■ Data shown
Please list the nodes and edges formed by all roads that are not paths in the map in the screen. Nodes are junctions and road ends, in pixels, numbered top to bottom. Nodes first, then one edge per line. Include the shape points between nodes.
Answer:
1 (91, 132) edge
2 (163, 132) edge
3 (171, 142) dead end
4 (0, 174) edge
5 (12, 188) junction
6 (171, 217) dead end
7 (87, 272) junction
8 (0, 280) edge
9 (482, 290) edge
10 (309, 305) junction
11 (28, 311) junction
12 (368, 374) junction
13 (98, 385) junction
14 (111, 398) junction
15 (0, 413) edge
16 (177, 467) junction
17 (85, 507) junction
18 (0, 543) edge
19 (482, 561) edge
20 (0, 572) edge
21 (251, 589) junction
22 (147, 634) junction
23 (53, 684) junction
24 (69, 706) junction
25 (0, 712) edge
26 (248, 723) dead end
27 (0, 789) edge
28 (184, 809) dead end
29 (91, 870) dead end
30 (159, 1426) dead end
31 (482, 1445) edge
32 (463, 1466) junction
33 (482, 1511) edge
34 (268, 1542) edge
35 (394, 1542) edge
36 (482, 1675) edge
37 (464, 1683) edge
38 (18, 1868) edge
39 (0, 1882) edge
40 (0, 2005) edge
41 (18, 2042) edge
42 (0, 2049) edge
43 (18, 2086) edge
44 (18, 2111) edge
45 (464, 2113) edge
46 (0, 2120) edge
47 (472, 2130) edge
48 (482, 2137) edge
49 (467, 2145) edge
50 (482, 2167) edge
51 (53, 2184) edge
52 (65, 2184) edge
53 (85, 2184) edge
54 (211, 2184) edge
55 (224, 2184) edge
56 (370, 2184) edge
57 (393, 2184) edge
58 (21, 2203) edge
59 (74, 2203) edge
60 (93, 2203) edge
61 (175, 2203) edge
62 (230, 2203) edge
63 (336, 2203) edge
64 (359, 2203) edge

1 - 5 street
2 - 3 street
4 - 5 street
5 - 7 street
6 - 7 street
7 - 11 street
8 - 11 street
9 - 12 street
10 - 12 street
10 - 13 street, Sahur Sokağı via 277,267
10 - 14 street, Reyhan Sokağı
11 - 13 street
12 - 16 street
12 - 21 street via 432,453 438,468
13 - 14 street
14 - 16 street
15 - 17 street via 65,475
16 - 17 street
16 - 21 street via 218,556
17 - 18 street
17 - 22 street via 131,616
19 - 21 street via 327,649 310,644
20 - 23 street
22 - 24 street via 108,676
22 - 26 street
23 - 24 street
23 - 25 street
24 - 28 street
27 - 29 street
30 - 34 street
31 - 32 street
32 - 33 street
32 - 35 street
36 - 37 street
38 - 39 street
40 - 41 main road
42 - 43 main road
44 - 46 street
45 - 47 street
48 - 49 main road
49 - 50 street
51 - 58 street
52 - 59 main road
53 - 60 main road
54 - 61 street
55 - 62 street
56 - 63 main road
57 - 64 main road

...

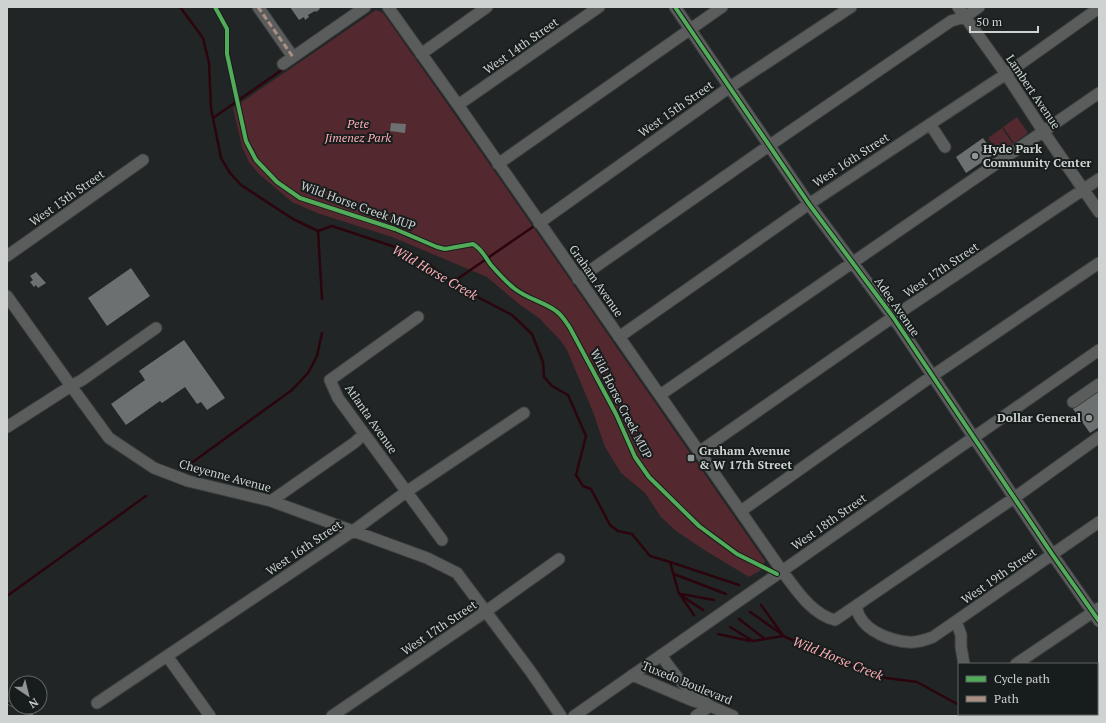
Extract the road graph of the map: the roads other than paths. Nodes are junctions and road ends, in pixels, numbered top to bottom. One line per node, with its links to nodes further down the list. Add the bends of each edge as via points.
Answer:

■ Task details
I need each line from the listing where the word "junctions" occurs.

■ Task output
Please list the nodes and edges formed by all roads that are not paths in the map in the screen. Nodes are junctions and road ends, in pixels, numbered top to bottom. Nodes first, then one edge per line. Include the shape points between nodes.
Extract the road graph of the map: the roads other than paths. Nodes are junctions and road ends, in pixels, numbered top to bottom. One line per node, with its links to nodes further down the list. Add the bends of each edge as via points.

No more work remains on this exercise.